Take the data below and write it out exactly, except for the pictures.
WORKING DATA Start Marker
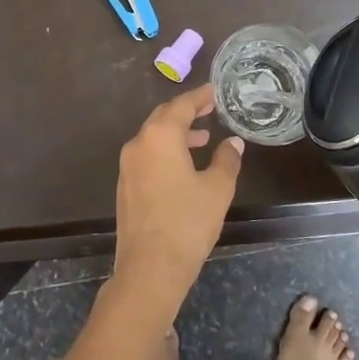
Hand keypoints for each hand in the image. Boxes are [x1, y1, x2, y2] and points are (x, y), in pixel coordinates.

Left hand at [112, 85, 244, 305]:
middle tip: (209, 109)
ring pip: (153, 138)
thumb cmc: (188, 222)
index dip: (200, 96)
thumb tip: (233, 142)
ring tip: (202, 139)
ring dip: (176, 133)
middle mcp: (139, 144)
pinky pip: (147, 156)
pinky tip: (183, 165)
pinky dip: (165, 151)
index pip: (181, 105)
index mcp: (160, 136)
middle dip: (186, 112)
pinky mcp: (125, 186)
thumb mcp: (217, 189)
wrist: (150, 268)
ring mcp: (127, 166)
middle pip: (162, 117)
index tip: (215, 91)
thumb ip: (227, 160)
WORKING DATA End Marker
◆ RESULT
Hand keypoints for each hand in the image. Boxes are [x1, y1, x2, y2] and points are (x, y), in pixel coordinates.

Left hand at [112, 85, 244, 305]:
middle tip: (209, 109)
ring pip: (153, 138)
thumb cmc: (188, 222)
index dip: (200, 96)
thumb tip: (233, 142)
ring tip: (202, 139)
ring dip: (176, 133)
middle mcp: (139, 144)
pinky pip: (147, 156)
pinky tip: (183, 165)
pinky dip: (165, 151)
index pip: (181, 105)
index mcp: (160, 136)
middle dip: (186, 112)
pinky mcp: (125, 186)
thumb mcp: (217, 189)
wrist: (150, 268)
ring mcp: (127, 166)
middle pip: (162, 117)
index tip: (215, 91)
thumb ip: (227, 160)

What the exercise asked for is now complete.